Would you repeat each line below exactly, without the pictures?

Saved data entries

────

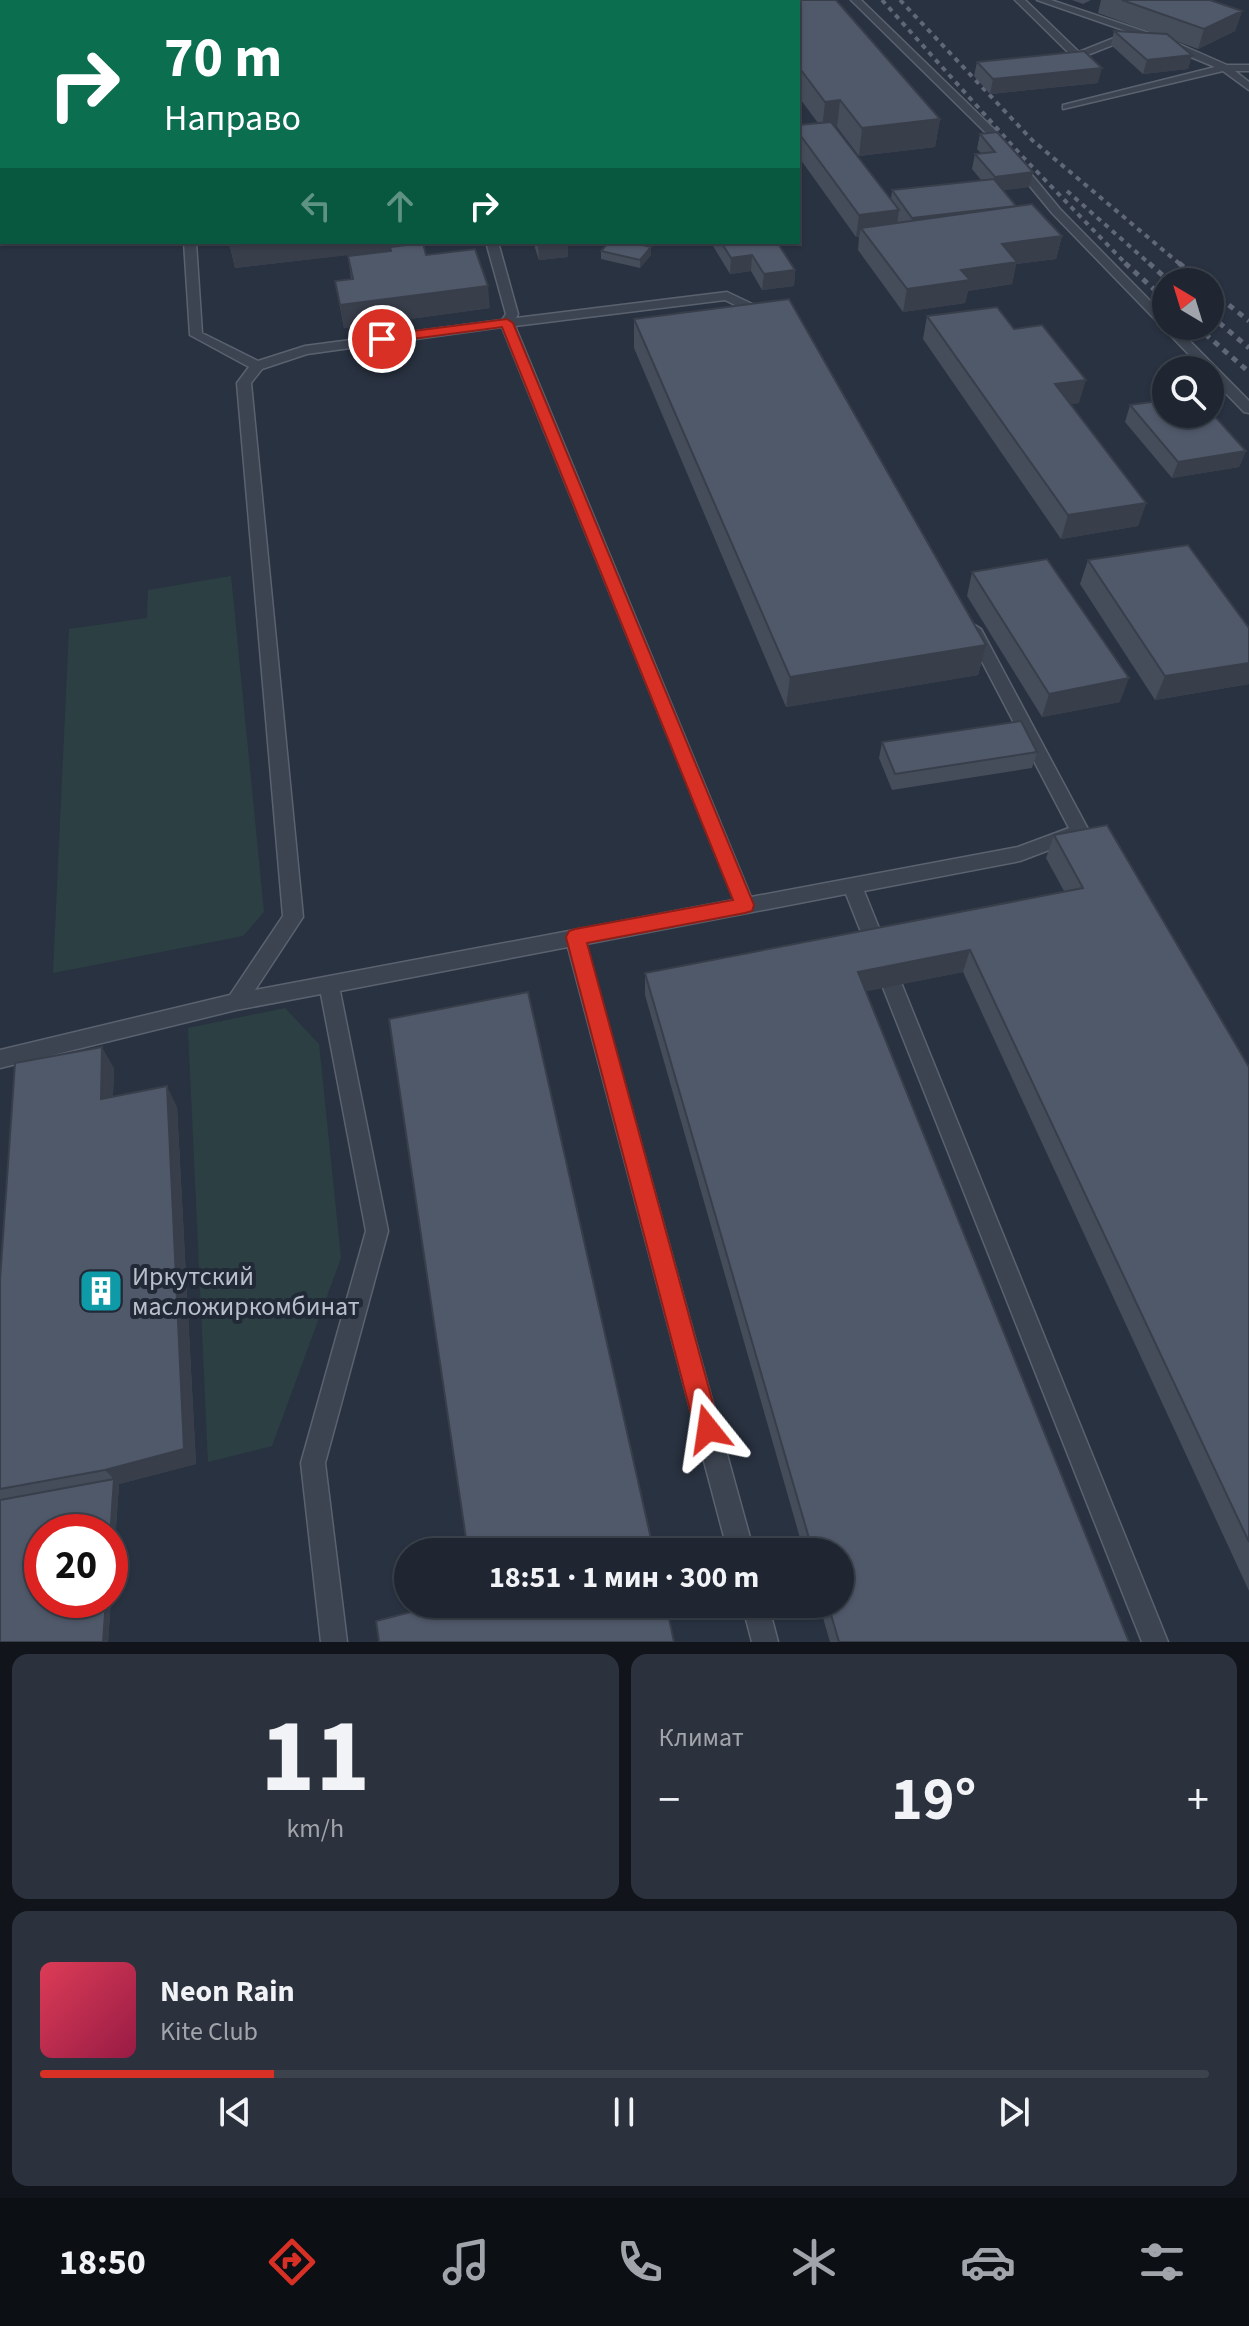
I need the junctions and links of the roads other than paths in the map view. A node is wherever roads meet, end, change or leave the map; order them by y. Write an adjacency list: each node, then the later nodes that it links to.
1 (856, 0): 11 (lane)
2 (1020, 0): 4 (lane)
3 (1042, 0): 4 (lane)
4 (1138, 32): 5 (lane)
5 (1225, 68): 6 (lane); 7 (lane); 8 (lane)
6 (1249, 68)
7 (1249, 87)
8 (1067, 107)
9 (190, 244): 15 (lane)
10 (493, 244): 12 (lane)
11 (1152, 310)
12 (507, 323): 13 (lane); 15 (lane); 19 (lane)
13 (782, 324)
14 (1182, 340): 16 (lane)
15 (257, 366): 22 (lane)
16 (1249, 409)
17 (964, 613): 18 (lane)
18 (852, 885): 19 (lane); 28 (lane)
19 (745, 905): 20 (lane)
20 (575, 937): 21 (lane); 24 (lane)
21 (329, 984): 22 (lane); 26 (lane)
22 (236, 1002): 23 (lane)
23 (0, 1059)
24 (737, 1538)
25 (759, 1618): 27 (lane)
26 (334, 1642)
27 (765, 1642)
28 (1155, 1642)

────

» **Task answer**:
I need the junctions and links of the roads other than paths in the map view. A node is wherever roads meet, end, change or leave the map; order them by y. Write an adjacency list: each node, then the later nodes that it links to.
1 (856, 0): 11 (lane)
2 (1020, 0): 4 (lane)
3 (1042, 0): 4 (lane)
4 (1138, 32): 5 (lane)
5 (1225, 68): 6 (lane); 7 (lane); 8 (lane)
6 (1249, 68)
7 (1249, 87)
8 (1067, 107)
9 (190, 244): 15 (lane)
10 (493, 244): 12 (lane)
11 (1152, 310)
12 (507, 323): 13 (lane); 15 (lane); 19 (lane)
13 (782, 324)
14 (1182, 340): 16 (lane)
15 (257, 366): 22 (lane)
16 (1249, 409)
17 (964, 613): 18 (lane)
18 (852, 885): 19 (lane); 28 (lane)
19 (745, 905): 20 (lane)
20 (575, 937): 21 (lane); 24 (lane)
21 (329, 984): 22 (lane); 26 (lane)
22 (236, 1002): 23 (lane)
23 (0, 1059)
24 (737, 1538)
25 (759, 1618): 27 (lane)
26 (334, 1642)
27 (765, 1642)
28 (1155, 1642)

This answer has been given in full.